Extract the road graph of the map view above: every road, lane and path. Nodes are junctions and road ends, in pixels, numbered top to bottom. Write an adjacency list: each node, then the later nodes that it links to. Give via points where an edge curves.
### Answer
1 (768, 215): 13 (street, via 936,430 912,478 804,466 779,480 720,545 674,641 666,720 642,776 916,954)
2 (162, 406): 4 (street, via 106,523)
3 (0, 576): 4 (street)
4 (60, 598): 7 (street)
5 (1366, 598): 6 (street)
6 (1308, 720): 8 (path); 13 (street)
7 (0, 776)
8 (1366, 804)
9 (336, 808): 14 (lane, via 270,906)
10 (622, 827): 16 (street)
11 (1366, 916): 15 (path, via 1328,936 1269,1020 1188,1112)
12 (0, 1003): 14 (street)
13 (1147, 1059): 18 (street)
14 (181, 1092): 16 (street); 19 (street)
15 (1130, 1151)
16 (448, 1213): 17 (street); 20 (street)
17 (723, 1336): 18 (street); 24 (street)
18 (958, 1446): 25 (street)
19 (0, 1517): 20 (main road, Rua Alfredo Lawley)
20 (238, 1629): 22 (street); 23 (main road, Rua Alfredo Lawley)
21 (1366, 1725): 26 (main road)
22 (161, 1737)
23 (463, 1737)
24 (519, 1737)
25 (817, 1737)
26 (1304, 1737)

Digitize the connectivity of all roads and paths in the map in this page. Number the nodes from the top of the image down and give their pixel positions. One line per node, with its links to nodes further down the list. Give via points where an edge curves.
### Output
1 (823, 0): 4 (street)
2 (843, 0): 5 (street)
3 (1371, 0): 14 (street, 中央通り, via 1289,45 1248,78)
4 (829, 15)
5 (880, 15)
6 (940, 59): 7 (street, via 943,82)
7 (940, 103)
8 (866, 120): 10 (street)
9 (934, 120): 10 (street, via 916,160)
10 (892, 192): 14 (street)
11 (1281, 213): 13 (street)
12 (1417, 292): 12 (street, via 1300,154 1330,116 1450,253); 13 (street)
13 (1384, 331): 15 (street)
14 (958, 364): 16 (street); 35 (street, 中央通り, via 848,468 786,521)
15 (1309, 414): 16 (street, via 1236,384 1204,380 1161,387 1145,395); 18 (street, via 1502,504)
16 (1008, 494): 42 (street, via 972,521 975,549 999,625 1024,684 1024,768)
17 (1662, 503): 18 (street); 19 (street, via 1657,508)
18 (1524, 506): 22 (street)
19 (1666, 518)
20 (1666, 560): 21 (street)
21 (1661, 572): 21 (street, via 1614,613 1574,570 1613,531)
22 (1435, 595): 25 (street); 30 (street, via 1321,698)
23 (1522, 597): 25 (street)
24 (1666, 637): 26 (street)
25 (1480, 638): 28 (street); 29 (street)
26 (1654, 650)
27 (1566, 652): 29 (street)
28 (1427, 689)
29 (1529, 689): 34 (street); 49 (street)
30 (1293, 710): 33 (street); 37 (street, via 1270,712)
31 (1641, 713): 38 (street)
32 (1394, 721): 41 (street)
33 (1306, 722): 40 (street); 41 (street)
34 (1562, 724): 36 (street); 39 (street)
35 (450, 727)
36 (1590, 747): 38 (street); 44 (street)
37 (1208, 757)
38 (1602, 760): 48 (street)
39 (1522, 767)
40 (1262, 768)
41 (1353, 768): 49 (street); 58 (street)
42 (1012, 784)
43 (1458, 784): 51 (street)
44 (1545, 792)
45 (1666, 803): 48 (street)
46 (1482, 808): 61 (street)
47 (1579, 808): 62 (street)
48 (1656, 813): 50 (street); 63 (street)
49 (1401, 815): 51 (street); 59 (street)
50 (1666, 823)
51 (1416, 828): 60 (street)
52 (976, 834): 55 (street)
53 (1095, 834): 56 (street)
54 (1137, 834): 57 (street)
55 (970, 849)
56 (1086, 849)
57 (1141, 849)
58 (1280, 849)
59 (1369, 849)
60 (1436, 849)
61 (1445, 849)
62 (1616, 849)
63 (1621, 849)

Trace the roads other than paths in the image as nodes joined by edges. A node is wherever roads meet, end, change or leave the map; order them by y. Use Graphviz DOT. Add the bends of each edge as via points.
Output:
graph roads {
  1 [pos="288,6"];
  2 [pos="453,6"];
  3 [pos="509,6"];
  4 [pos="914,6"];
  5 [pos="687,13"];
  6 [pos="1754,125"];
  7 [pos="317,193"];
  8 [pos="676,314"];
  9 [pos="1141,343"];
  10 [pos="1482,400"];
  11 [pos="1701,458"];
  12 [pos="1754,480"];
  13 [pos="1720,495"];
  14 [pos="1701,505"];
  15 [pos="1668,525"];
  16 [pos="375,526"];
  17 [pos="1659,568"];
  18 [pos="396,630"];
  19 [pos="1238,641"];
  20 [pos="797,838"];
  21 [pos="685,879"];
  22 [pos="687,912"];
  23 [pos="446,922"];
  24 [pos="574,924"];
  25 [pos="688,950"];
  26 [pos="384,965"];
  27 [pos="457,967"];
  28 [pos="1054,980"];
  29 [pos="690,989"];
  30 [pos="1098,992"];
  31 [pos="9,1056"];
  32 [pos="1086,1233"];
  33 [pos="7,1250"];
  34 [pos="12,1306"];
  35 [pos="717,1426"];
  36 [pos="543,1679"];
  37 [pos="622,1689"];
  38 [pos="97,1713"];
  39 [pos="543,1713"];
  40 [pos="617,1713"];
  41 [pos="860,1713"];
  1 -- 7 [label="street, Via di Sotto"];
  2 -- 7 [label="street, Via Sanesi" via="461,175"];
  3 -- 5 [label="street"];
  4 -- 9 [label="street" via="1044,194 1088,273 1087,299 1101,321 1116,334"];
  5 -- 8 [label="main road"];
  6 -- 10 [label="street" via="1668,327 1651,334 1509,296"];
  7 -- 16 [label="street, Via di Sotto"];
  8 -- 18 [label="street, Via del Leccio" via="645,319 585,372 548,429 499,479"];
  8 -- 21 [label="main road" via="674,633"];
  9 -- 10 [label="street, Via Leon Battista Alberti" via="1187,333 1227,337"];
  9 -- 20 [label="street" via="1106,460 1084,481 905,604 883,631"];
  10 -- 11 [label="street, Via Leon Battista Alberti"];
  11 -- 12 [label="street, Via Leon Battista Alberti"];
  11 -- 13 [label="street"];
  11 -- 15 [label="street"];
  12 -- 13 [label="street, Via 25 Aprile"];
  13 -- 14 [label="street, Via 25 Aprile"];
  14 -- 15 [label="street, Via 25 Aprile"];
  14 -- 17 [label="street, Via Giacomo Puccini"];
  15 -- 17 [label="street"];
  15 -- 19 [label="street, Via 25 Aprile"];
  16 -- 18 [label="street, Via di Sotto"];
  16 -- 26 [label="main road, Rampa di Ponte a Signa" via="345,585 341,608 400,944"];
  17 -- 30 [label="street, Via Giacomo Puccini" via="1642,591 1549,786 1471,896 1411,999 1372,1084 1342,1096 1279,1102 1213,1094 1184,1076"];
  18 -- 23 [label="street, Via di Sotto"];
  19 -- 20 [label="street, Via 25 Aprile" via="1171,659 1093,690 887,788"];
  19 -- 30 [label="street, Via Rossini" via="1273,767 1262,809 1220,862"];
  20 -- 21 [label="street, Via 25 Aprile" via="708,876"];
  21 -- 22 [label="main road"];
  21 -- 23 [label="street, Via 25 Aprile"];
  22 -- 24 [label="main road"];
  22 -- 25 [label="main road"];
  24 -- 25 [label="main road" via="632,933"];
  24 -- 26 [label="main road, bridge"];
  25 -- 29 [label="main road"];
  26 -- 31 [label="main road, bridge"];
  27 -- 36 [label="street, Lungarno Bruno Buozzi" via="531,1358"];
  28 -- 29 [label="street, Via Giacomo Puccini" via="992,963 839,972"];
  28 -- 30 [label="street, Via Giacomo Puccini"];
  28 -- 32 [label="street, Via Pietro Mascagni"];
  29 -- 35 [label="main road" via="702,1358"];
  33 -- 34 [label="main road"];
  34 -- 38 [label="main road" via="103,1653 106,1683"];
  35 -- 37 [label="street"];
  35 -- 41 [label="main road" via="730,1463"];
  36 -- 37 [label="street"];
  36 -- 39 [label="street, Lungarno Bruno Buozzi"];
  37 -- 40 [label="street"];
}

Description of the task - Say how many lines in the data hold the string "Alberti", and write nothing else.

Answer area - 3